3. What Drives Intangible Capital?

Intangible (intellectual) capital is driven by diverse factors: innovation, human capital, organizational processes, customer and supplier relations, to name some major ones. For most of these drivers (e.g., customer satisfaction), there are no standardized, public information available. I, therefore, limit the analysis here to the several intangibles drivers which are publicly available: R&D, advertising (brand support), capital expenditures, information systems, technology acquisition.

Table 3, based on data for about 2000 companies, spanning the period 1989-1999, identifies five major drivers of intangibles-driven earnings (IDE): R&D, advertising (brand enhancement), capital expenditure (intangibles embedded in physical assets), information technology, and technology acquisitions. It is clear from the table that these are indeed drivers-their intensity is positively correlated with the ratio of IDE to sales.[3]

In current work (conducted with Towers Perrin and Feng Gu of Boston University), we find that various measures reflecting human resource practices (e.g., extent of incentive-based compensation, termed LPCT in Table 4, employee training, etc.), are also strongly correlated with intangibles earnings and capital. This is reflected in Table 4.

This is just the beginning of a detailed identification and quantification of the drivers of intangible capital, and in turn, corporate value. Business and investment decisions are predicated on the understanding and quantification of the major drivers of corporate value and growth.

Table 3

Table 4

4. Do They Work?

Given the proliferation of new measures and indicators, proposed to managers and investors, it’s incumbent on the proponents of such measures not only to argue that they are needed and useful, but to prove empirically that they indeed are doing the job. Such a proof is unfortunately missing from most of the proposed measures and analytical techniques.

Below, are comprehensive statistical tests indicating the superiority of the intangibles metrics as indicators of enterprise performance over conventional ones. A frequently used methodology in finance and accounting research to gauge relevance of information and data is to correlate the proposed information with the consequences of investors’ decisions, such as reflected in stock price changes. A weak correlation indicates that the decision makers (e.g., investors) did not find the information very useful, and vice versa for a strong correlation.

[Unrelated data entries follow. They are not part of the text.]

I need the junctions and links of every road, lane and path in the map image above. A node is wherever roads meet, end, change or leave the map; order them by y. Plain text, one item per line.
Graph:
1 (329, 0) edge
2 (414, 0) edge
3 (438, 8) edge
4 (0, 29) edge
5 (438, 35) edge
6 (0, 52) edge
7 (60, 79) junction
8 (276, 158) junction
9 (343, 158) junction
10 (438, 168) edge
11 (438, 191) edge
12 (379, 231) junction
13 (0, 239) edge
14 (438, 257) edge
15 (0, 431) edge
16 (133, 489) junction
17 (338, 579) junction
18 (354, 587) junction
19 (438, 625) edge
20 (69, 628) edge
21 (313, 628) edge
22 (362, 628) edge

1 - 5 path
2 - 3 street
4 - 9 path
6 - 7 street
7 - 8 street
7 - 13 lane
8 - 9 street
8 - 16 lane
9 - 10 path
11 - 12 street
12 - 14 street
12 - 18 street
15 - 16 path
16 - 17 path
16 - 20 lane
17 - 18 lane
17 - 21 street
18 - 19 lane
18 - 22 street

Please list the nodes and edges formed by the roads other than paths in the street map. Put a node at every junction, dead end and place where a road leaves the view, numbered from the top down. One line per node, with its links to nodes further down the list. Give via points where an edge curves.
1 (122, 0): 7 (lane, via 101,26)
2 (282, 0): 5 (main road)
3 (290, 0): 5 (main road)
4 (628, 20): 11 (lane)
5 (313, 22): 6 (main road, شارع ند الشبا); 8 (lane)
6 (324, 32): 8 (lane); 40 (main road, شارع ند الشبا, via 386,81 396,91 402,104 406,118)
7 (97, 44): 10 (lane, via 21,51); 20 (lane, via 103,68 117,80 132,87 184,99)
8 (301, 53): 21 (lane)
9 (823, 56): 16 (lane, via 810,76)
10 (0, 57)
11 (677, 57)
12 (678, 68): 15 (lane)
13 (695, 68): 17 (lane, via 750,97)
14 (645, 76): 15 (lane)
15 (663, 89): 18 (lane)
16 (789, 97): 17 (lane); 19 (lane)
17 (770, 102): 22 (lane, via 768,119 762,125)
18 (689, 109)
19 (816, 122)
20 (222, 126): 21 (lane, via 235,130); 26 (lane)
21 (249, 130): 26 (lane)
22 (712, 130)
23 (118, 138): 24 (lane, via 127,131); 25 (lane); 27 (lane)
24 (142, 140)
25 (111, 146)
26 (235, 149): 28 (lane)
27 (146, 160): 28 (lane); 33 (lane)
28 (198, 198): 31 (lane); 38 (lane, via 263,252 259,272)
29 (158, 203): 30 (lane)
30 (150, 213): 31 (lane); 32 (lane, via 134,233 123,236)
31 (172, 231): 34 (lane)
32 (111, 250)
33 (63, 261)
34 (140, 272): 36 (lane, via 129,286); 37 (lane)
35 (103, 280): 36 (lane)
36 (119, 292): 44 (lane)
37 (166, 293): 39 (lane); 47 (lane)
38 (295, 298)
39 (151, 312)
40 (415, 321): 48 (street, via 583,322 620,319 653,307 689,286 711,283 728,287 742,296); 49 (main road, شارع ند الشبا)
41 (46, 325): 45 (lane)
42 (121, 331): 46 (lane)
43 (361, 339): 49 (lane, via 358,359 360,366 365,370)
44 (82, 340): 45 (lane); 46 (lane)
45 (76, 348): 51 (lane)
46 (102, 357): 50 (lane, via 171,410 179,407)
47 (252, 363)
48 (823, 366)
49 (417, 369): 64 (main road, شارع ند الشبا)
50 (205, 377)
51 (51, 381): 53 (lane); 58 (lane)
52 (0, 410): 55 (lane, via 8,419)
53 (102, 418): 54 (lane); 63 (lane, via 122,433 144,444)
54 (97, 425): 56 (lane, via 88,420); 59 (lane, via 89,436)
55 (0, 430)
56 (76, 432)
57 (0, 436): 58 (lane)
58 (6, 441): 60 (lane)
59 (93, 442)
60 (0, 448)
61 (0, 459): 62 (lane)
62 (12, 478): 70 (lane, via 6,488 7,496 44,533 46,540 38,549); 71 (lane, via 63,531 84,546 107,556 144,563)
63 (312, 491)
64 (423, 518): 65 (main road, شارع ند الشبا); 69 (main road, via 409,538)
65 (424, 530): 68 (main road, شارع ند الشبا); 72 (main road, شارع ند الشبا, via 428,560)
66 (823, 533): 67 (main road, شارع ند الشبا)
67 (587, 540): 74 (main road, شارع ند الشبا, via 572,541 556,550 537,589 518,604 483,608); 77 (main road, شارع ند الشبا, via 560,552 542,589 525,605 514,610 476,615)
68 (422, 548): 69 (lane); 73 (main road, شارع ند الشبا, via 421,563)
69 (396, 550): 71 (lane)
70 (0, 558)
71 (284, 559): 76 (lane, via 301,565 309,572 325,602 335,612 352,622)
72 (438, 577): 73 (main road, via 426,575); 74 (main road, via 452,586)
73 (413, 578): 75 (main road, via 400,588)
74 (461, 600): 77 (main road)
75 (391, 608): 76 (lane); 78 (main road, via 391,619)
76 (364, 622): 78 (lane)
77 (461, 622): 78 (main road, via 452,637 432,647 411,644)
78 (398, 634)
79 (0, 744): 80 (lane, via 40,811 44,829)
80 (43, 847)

Following this approach, I correlated (with Feng Gu) annual stock returns (stock price changes adjusted for dividends), reflecting investors’ decisions, with the annual growth in firms’ intangibles-driven earnings, over the period 1989-1999 (about 2,000 companies in each year). For comparison purposes, I did the same for the annual growth in reported cash flows (from operations) and earnings, two of the most widely used corporate performance measures.

Figure 3 shows the clear superiority of intangibles-driven earnings (IDE), over accounting earnings and cash flows. Specifically, while the correlations between stock returns and reported cash flows or earnings are 0.11 and 0.29, respectively (so much for “cash is king”), the correlations between returns and IDE (based on sales’ growth) is 0.40, and between returns and IDE (based on analysts’ forecasts) is 0.53. Thus, both version of intangibles-driven earnings, with and without analysts’ forecasts, beat earnings and cash flows in the “return correlation race.”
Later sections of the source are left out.